▶ **Task instructions**:
Exactly as written, print out each entry in the data, with no pictures.

Records to process Block Start

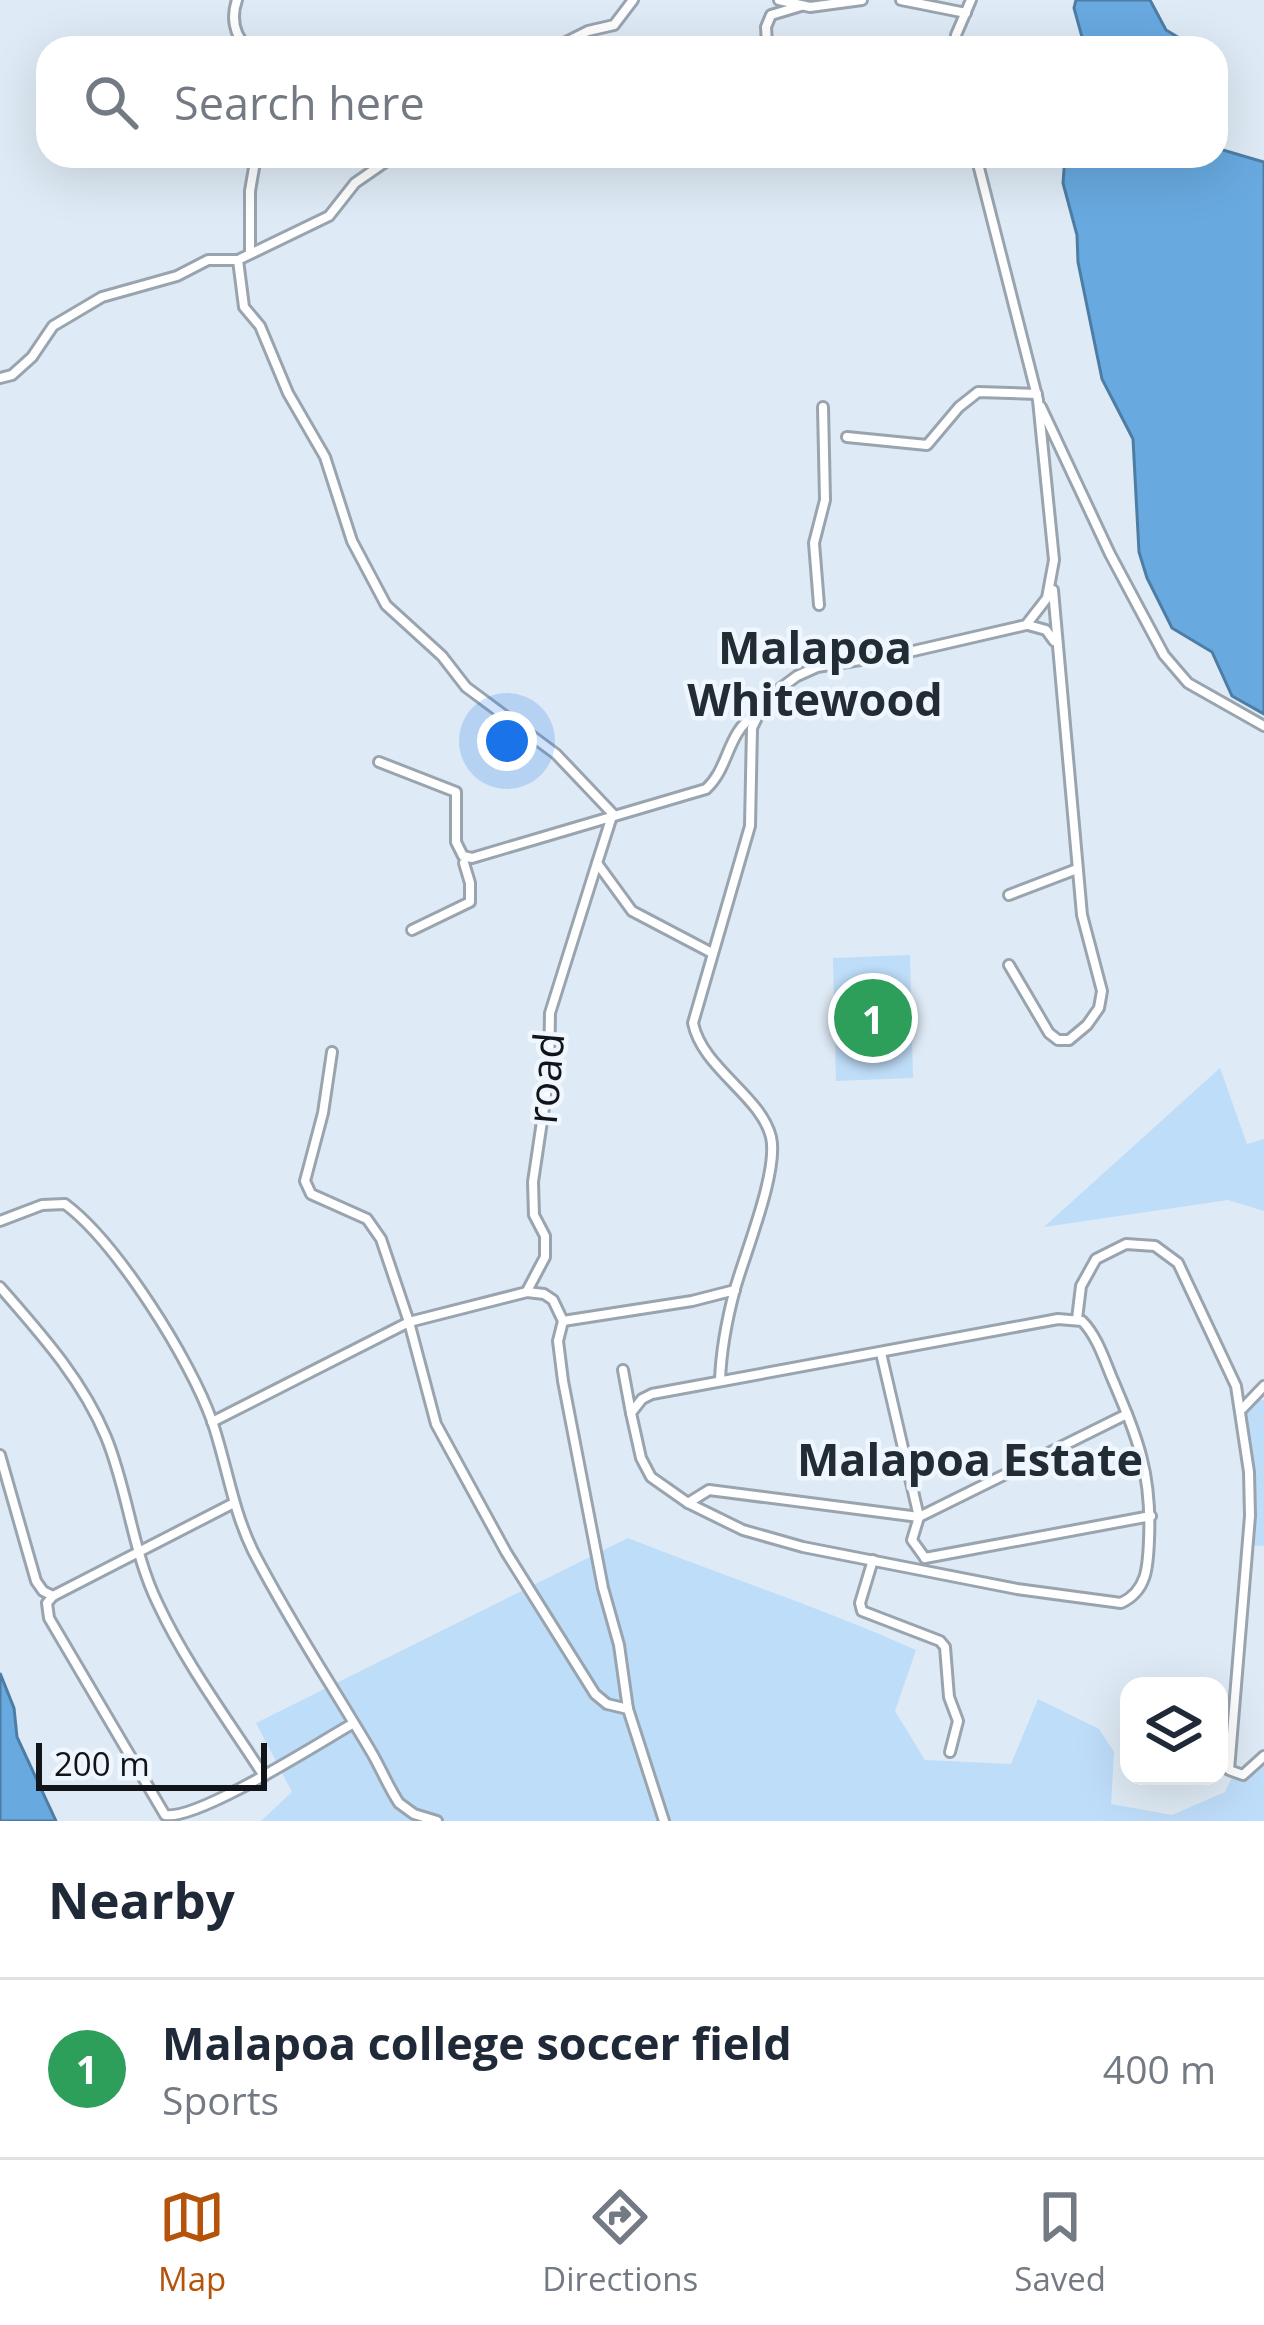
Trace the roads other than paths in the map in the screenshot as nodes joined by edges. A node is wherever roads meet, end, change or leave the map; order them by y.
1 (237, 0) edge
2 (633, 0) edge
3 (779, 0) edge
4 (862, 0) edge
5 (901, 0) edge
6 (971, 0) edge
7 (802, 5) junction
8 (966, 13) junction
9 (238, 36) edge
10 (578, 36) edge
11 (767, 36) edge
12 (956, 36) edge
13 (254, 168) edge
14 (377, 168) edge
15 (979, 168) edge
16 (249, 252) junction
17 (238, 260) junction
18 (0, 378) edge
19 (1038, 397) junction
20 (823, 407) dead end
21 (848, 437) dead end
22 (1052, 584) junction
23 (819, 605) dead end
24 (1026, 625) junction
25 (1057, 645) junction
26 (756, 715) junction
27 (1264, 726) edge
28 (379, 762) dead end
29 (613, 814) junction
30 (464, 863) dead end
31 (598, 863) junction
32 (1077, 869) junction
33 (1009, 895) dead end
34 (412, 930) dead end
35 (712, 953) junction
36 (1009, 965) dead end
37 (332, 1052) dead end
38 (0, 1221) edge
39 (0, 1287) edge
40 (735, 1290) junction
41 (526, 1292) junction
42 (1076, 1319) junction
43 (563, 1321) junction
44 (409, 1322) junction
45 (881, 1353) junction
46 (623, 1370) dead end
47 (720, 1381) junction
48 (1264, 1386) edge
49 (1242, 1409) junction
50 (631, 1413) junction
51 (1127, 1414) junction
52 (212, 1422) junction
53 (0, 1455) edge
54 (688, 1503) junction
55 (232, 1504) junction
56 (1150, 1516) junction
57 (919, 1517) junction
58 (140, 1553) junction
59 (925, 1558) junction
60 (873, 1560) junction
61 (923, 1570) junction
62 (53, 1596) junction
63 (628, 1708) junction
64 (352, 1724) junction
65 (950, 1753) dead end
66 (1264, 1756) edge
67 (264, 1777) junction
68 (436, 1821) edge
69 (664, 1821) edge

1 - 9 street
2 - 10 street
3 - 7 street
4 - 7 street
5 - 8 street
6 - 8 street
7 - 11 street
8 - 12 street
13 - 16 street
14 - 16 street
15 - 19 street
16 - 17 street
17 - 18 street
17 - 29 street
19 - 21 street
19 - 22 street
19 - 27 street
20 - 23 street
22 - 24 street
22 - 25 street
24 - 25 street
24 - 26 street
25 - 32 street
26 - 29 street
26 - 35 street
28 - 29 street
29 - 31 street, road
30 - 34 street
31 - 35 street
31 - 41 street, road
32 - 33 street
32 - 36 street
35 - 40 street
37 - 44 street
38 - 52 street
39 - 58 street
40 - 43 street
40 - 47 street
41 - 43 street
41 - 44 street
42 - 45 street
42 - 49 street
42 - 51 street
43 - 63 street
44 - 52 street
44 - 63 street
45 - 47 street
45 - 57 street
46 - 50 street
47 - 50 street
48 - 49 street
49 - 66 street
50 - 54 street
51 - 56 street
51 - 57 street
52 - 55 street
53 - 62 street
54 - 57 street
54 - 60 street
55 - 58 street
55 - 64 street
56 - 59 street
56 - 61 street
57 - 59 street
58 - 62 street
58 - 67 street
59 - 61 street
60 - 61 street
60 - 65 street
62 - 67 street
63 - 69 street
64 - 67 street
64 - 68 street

Records to process Block End

▶ **Response to this task**:
Trace the roads other than paths in the map in the screenshot as nodes joined by edges. A node is wherever roads meet, end, change or leave the map; order them by y.
1 (237, 0) edge
2 (633, 0) edge
3 (779, 0) edge
4 (862, 0) edge
5 (901, 0) edge
6 (971, 0) edge
7 (802, 5) junction
8 (966, 13) junction
9 (238, 36) edge
10 (578, 36) edge
11 (767, 36) edge
12 (956, 36) edge
13 (254, 168) edge
14 (377, 168) edge
15 (979, 168) edge
16 (249, 252) junction
17 (238, 260) junction
18 (0, 378) edge
19 (1038, 397) junction
20 (823, 407) dead end
21 (848, 437) dead end
22 (1052, 584) junction
23 (819, 605) dead end
24 (1026, 625) junction
25 (1057, 645) junction
26 (756, 715) junction
27 (1264, 726) edge
28 (379, 762) dead end
29 (613, 814) junction
30 (464, 863) dead end
31 (598, 863) junction
32 (1077, 869) junction
33 (1009, 895) dead end
34 (412, 930) dead end
35 (712, 953) junction
36 (1009, 965) dead end
37 (332, 1052) dead end
38 (0, 1221) edge
39 (0, 1287) edge
40 (735, 1290) junction
41 (526, 1292) junction
42 (1076, 1319) junction
43 (563, 1321) junction
44 (409, 1322) junction
45 (881, 1353) junction
46 (623, 1370) dead end
47 (720, 1381) junction
48 (1264, 1386) edge
49 (1242, 1409) junction
50 (631, 1413) junction
51 (1127, 1414) junction
52 (212, 1422) junction
53 (0, 1455) edge
54 (688, 1503) junction
55 (232, 1504) junction
56 (1150, 1516) junction
57 (919, 1517) junction
58 (140, 1553) junction
59 (925, 1558) junction
60 (873, 1560) junction
61 (923, 1570) junction
62 (53, 1596) junction
63 (628, 1708) junction
64 (352, 1724) junction
65 (950, 1753) dead end
66 (1264, 1756) edge
67 (264, 1777) junction
68 (436, 1821) edge
69 (664, 1821) edge

1 - 9 street
2 - 10 street
3 - 7 street
4 - 7 street
5 - 8 street
6 - 8 street
7 - 11 street
8 - 12 street
13 - 16 street
14 - 16 street
15 - 19 street
16 - 17 street
17 - 18 street
17 - 29 street
19 - 21 street
19 - 22 street
19 - 27 street
20 - 23 street
22 - 24 street
22 - 25 street
24 - 25 street
24 - 26 street
25 - 32 street
26 - 29 street
26 - 35 street
28 - 29 street
29 - 31 street, road
30 - 34 street
31 - 35 street
31 - 41 street, road
32 - 33 street
32 - 36 street
35 - 40 street
37 - 44 street
38 - 52 street
39 - 58 street
40 - 43 street
40 - 47 street
41 - 43 street
41 - 44 street
42 - 45 street
42 - 49 street
42 - 51 street
43 - 63 street
44 - 52 street
44 - 63 street
45 - 47 street
45 - 57 street
46 - 50 street
47 - 50 street
48 - 49 street
49 - 66 street
50 - 54 street
51 - 56 street
51 - 57 street
52 - 55 street
53 - 62 street
54 - 57 street
54 - 60 street
55 - 58 street
55 - 64 street
56 - 59 street
56 - 61 street
57 - 59 street
58 - 62 street
58 - 67 street
59 - 61 street
60 - 61 street
60 - 65 street
62 - 67 street
63 - 69 street
64 - 67 street
64 - 68 street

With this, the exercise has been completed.